Content starts
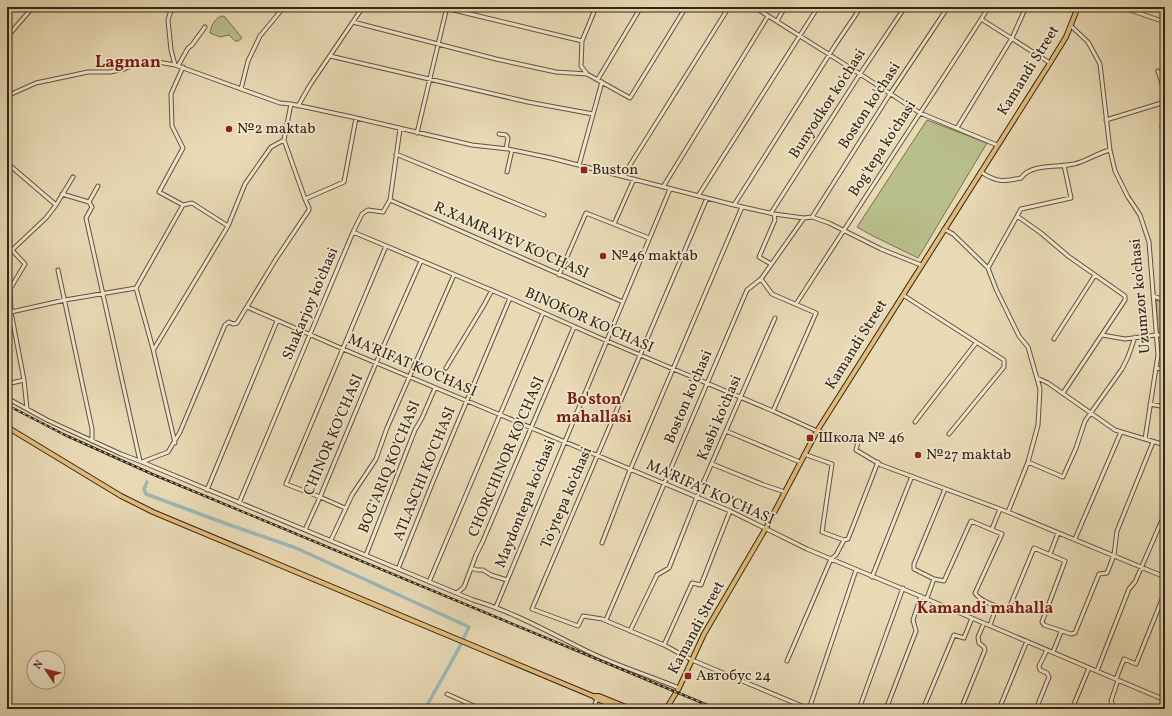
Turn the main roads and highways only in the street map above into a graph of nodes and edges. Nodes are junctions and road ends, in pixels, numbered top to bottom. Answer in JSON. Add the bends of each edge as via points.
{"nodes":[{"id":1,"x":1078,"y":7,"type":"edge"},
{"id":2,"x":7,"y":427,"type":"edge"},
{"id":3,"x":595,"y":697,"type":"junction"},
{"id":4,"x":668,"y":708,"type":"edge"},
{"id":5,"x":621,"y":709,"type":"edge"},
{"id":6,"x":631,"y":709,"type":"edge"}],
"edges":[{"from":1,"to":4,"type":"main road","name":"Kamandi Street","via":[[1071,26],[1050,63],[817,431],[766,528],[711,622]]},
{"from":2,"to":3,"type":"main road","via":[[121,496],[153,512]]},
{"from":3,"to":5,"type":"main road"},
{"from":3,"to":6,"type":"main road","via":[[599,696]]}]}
Content ends
Work request →
Leaving the pictures behind, return every line above exactly.

Written solution →
Turn the main roads and highways only in the street map above into a graph of nodes and edges. Nodes are junctions and road ends, in pixels, numbered top to bottom. Answer in JSON. Add the bends of each edge as via points.
{"nodes":[{"id":1,"x":1078,"y":7,"type":"edge"},
{"id":2,"x":7,"y":427,"type":"edge"},
{"id":3,"x":595,"y":697,"type":"junction"},
{"id":4,"x":668,"y":708,"type":"edge"},
{"id":5,"x":621,"y":709,"type":"edge"},
{"id":6,"x":631,"y":709,"type":"edge"}],
"edges":[{"from":1,"to":4,"type":"main road","name":"Kamandi Street","via":[[1071,26],[1050,63],[817,431],[766,528],[711,622]]},
{"from":2,"to":3,"type":"main road","via":[[121,496],[153,512]]},
{"from":3,"to":5,"type":"main road"},
{"from":3,"to":6,"type":"main road","via":[[599,696]]}]}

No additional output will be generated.